What to do
A word-for-word copy of all entries is required, without images.

Source data
- - -

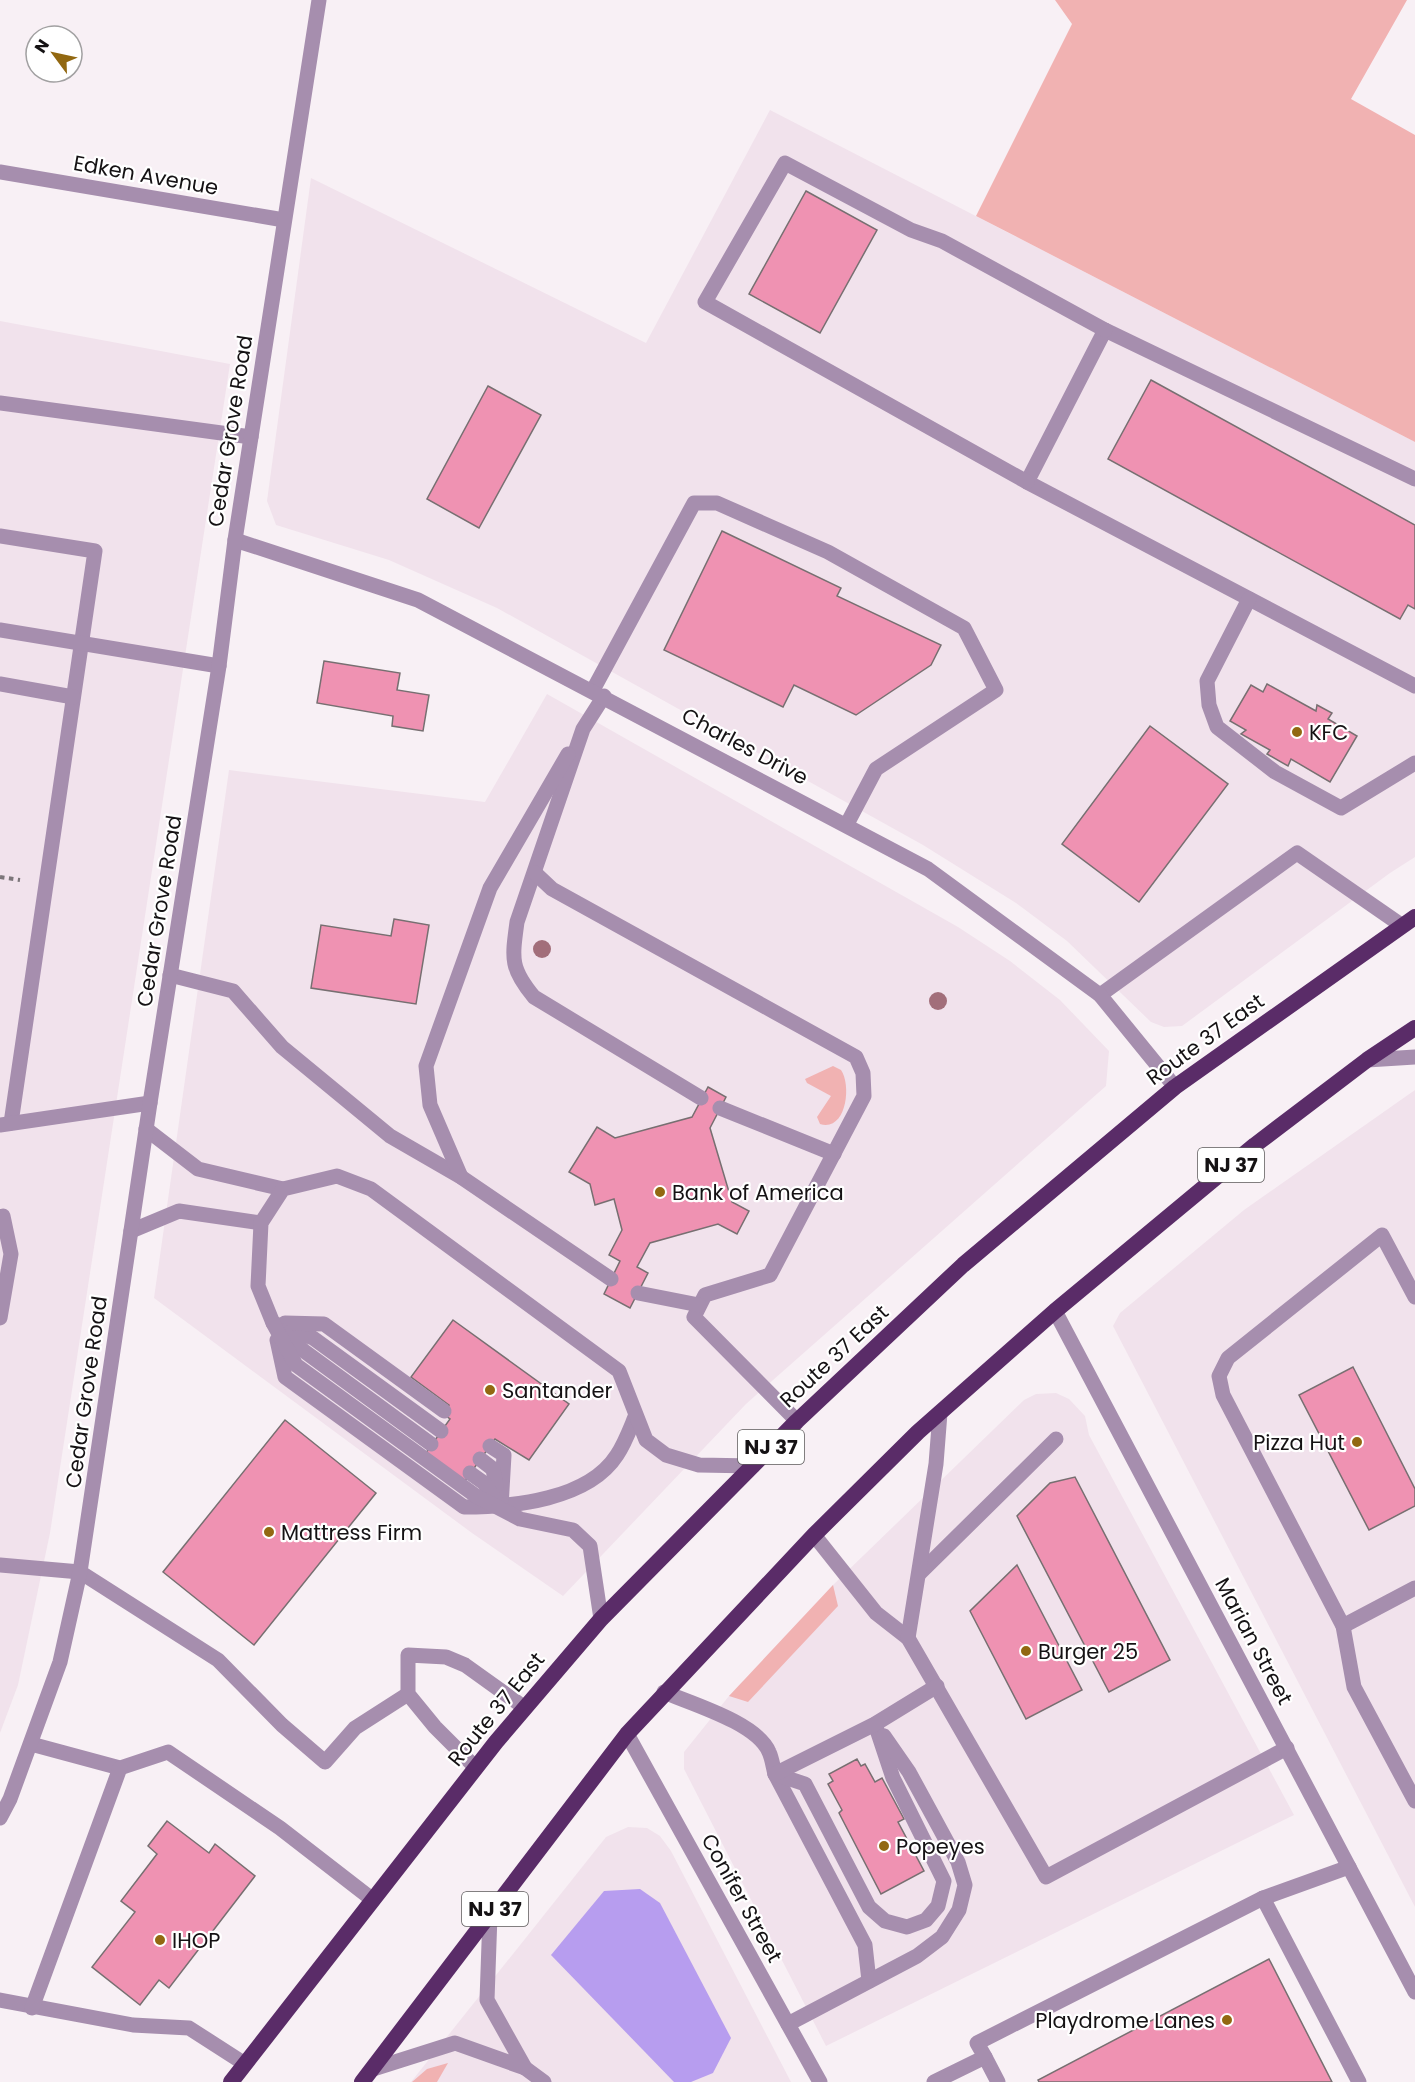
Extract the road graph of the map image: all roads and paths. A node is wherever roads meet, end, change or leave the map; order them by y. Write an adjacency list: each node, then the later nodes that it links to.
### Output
1 (319, 0): 3 (street, Cedar Grove Road)
2 (0, 172): 3 (street, Edken Avenue)
3 (284, 220): 6 (street, Cedar Grove Road)
4 (1105, 330): 7 (street); 8 (street); 8 (street)
5 (0, 403): 6 (street)
6 (250, 437): 10 (street, Cedar Grove Road)
7 (1415, 479)
8 (1027, 482): 11 (street)
9 (0, 536): 13 (street)
10 (235, 540): 14 (street, Cedar Grove Road); 17 (street, Charles Drive)
11 (1249, 598): 16 (street); 20 (street)
12 (0, 630): 13 (street)
13 (82, 644): 14 (street); 18 (street)
14 (219, 666): 26 (street, Cedar Grove Road)
15 (0, 684): 18 (street)
16 (1415, 686)
17 (599, 693): 19 (street); 21 (street, Charles Drive); 21 (street)
18 (73, 697): 35 (street)
19 (583, 729): 22 (street); 38 (street)
20 (1415, 763)
21 (847, 824): 27 (street, Charles Drive)
22 (535, 873): 32 (street); 37 (street)
23 (0, 877): 24 (path)
24 (28, 881)
25 (1408, 921): 27 (street); 31 (highway, Route 37 East / NJ 37)
26 (170, 975): 33 (street, Cedar Grove Road); 38 (street)
27 (1101, 995): 31 (street, Charles Drive)
28 (1415, 1028): 30 (highway, NJ 37)
29 (1415, 1057): 30 (street)
30 (1367, 1060): 47 (highway, NJ 37)
31 (1175, 1087): 53 (highway, Route 37 East / NJ 37)
32 (701, 1098)
33 (150, 1102): 35 (street); 36 (street, Cedar Grove Road)
34 (720, 1108): 37 (street)
35 (6, 1124)
36 (146, 1129): 39 (street); 42 (street, Cedar Grove Road)
37 (834, 1154): 46 (street)
38 (461, 1177): 43 (street)
39 (283, 1189): 41 (street); 52 (street)
40 (0, 1217): 48 (street)
41 (261, 1223): 42 (street); 49 (street)
42 (131, 1231): 64 (street, Cedar Grove Road)
43 (611, 1278)
44 (638, 1293): 46 (street)
45 (1415, 1297): 68 (street)
46 (699, 1305): 53 (street)
47 (1055, 1311): 51 (highway, NJ 37); 77 (street, Marian Street)
48 (0, 1318)
49 (273, 1323): 50 (street); 54 (street); 56 (street); 61 (street)
50 (444, 1412)
51 (940, 1413): 62 (highway, NJ 37); 65 (street)
52 (636, 1417): 59 (street); 61 (street)
53 (797, 1421): 59 (highway, Route 37 East / NJ 37)
54 (441, 1431)
55 (1056, 1439): 65 (street)
56 (431, 1444)
57 (490, 1446): 61 (street)
58 (480, 1459): 61 (street)
59 (753, 1466): 67 (highway, Route 37 East / NJ 37)
60 (470, 1473): 61 (street)
61 (501, 1507): 67 (street)
62 (814, 1535): 69 (street); 71 (highway, NJ 37)
63 (0, 1565): 64 (street)
64 (80, 1572): 72 (street); 76 (street, Cedar Grove Road)
65 (919, 1574): 69 (street)
66 (1415, 1588): 68 (street)
67 (601, 1619): 73 (highway, Route 37 East / NJ 37)
68 (1343, 1626): 81 (street)
69 (908, 1638): 70 (street)
70 (937, 1686): 74 (street); 77 (street)
71 (664, 1692): 75 (highway, NJ 37); 80 (street)
72 (408, 1694): 73 (street); 79 (street)
73 (525, 1708): 79 (highway, Route 37 East / NJ 37)
74 (875, 1724): 80 (street); 80 (street); 87 (street)
75 (627, 1734): 86 (highway, NJ 37); 91 (street, Conifer Street)
76 (31, 1743): 78 (street); 82 (street, Cedar Grove Road)
77 (1287, 1748): 83 (street, Marian Street)
78 (120, 1768): 85 (street); 90 (street)
79 (476, 1768): 85 (highway, Route 37 East / NJ 37)
80 (775, 1774): 87 (street)
81 (1415, 1802)
82 (0, 1818)
83 (1349, 1866): 84 (street); 88 (street, Marian Street)
84 (1263, 1898): 92 (street); 102 (street)
85 (373, 1900): 93 (highway, Route 37 East / NJ 37)
86 (490, 1915): 94 (highway, NJ 37); 95 (street)
87 (869, 1980): 91 (street)
88 (1415, 1992)
89 (0, 2000): 90 (street)
90 (32, 2008): 93 (street)
91 (788, 2024): 99 (street, Conifer Street)
92 (985, 2057): 100 (street); 101 (street)
93 (244, 2064): 96 (highway, Route 37 East / NJ 37)
94 (373, 2068): 95 (street); 97 (highway, NJ 37)
95 (525, 2068): 98 (street)
96 (231, 2082)
97 (362, 2082)
98 (544, 2082)
99 (820, 2082)
100 (934, 2082)
101 (998, 2082)
102 (1359, 2082)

- - -

Solution below
Extract the road graph of the map image: all roads and paths. A node is wherever roads meet, end, change or leave the map; order them by y. Write an adjacency list: each node, then the later nodes that it links to.
### Output
1 (319, 0): 3 (street, Cedar Grove Road)
2 (0, 172): 3 (street, Edken Avenue)
3 (284, 220): 6 (street, Cedar Grove Road)
4 (1105, 330): 7 (street); 8 (street); 8 (street)
5 (0, 403): 6 (street)
6 (250, 437): 10 (street, Cedar Grove Road)
7 (1415, 479)
8 (1027, 482): 11 (street)
9 (0, 536): 13 (street)
10 (235, 540): 14 (street, Cedar Grove Road); 17 (street, Charles Drive)
11 (1249, 598): 16 (street); 20 (street)
12 (0, 630): 13 (street)
13 (82, 644): 14 (street); 18 (street)
14 (219, 666): 26 (street, Cedar Grove Road)
15 (0, 684): 18 (street)
16 (1415, 686)
17 (599, 693): 19 (street); 21 (street, Charles Drive); 21 (street)
18 (73, 697): 35 (street)
19 (583, 729): 22 (street); 38 (street)
20 (1415, 763)
21 (847, 824): 27 (street, Charles Drive)
22 (535, 873): 32 (street); 37 (street)
23 (0, 877): 24 (path)
24 (28, 881)
25 (1408, 921): 27 (street); 31 (highway, Route 37 East / NJ 37)
26 (170, 975): 33 (street, Cedar Grove Road); 38 (street)
27 (1101, 995): 31 (street, Charles Drive)
28 (1415, 1028): 30 (highway, NJ 37)
29 (1415, 1057): 30 (street)
30 (1367, 1060): 47 (highway, NJ 37)
31 (1175, 1087): 53 (highway, Route 37 East / NJ 37)
32 (701, 1098)
33 (150, 1102): 35 (street); 36 (street, Cedar Grove Road)
34 (720, 1108): 37 (street)
35 (6, 1124)
36 (146, 1129): 39 (street); 42 (street, Cedar Grove Road)
37 (834, 1154): 46 (street)
38 (461, 1177): 43 (street)
39 (283, 1189): 41 (street); 52 (street)
40 (0, 1217): 48 (street)
41 (261, 1223): 42 (street); 49 (street)
42 (131, 1231): 64 (street, Cedar Grove Road)
43 (611, 1278)
44 (638, 1293): 46 (street)
45 (1415, 1297): 68 (street)
46 (699, 1305): 53 (street)
47 (1055, 1311): 51 (highway, NJ 37); 77 (street, Marian Street)
48 (0, 1318)
49 (273, 1323): 50 (street); 54 (street); 56 (street); 61 (street)
50 (444, 1412)
51 (940, 1413): 62 (highway, NJ 37); 65 (street)
52 (636, 1417): 59 (street); 61 (street)
53 (797, 1421): 59 (highway, Route 37 East / NJ 37)
54 (441, 1431)
55 (1056, 1439): 65 (street)
56 (431, 1444)
57 (490, 1446): 61 (street)
58 (480, 1459): 61 (street)
59 (753, 1466): 67 (highway, Route 37 East / NJ 37)
60 (470, 1473): 61 (street)
61 (501, 1507): 67 (street)
62 (814, 1535): 69 (street); 71 (highway, NJ 37)
63 (0, 1565): 64 (street)
64 (80, 1572): 72 (street); 76 (street, Cedar Grove Road)
65 (919, 1574): 69 (street)
66 (1415, 1588): 68 (street)
67 (601, 1619): 73 (highway, Route 37 East / NJ 37)
68 (1343, 1626): 81 (street)
69 (908, 1638): 70 (street)
70 (937, 1686): 74 (street); 77 (street)
71 (664, 1692): 75 (highway, NJ 37); 80 (street)
72 (408, 1694): 73 (street); 79 (street)
73 (525, 1708): 79 (highway, Route 37 East / NJ 37)
74 (875, 1724): 80 (street); 80 (street); 87 (street)
75 (627, 1734): 86 (highway, NJ 37); 91 (street, Conifer Street)
76 (31, 1743): 78 (street); 82 (street, Cedar Grove Road)
77 (1287, 1748): 83 (street, Marian Street)
78 (120, 1768): 85 (street); 90 (street)
79 (476, 1768): 85 (highway, Route 37 East / NJ 37)
80 (775, 1774): 87 (street)
81 (1415, 1802)
82 (0, 1818)
83 (1349, 1866): 84 (street); 88 (street, Marian Street)
84 (1263, 1898): 92 (street); 102 (street)
85 (373, 1900): 93 (highway, Route 37 East / NJ 37)
86 (490, 1915): 94 (highway, NJ 37); 95 (street)
87 (869, 1980): 91 (street)
88 (1415, 1992)
89 (0, 2000): 90 (street)
90 (32, 2008): 93 (street)
91 (788, 2024): 99 (street, Conifer Street)
92 (985, 2057): 100 (street); 101 (street)
93 (244, 2064): 96 (highway, Route 37 East / NJ 37)
94 (373, 2068): 95 (street); 97 (highway, NJ 37)
95 (525, 2068): 98 (street)
96 (231, 2082)
97 (362, 2082)
98 (544, 2082)
99 (820, 2082)
100 (934, 2082)
101 (998, 2082)
102 (1359, 2082)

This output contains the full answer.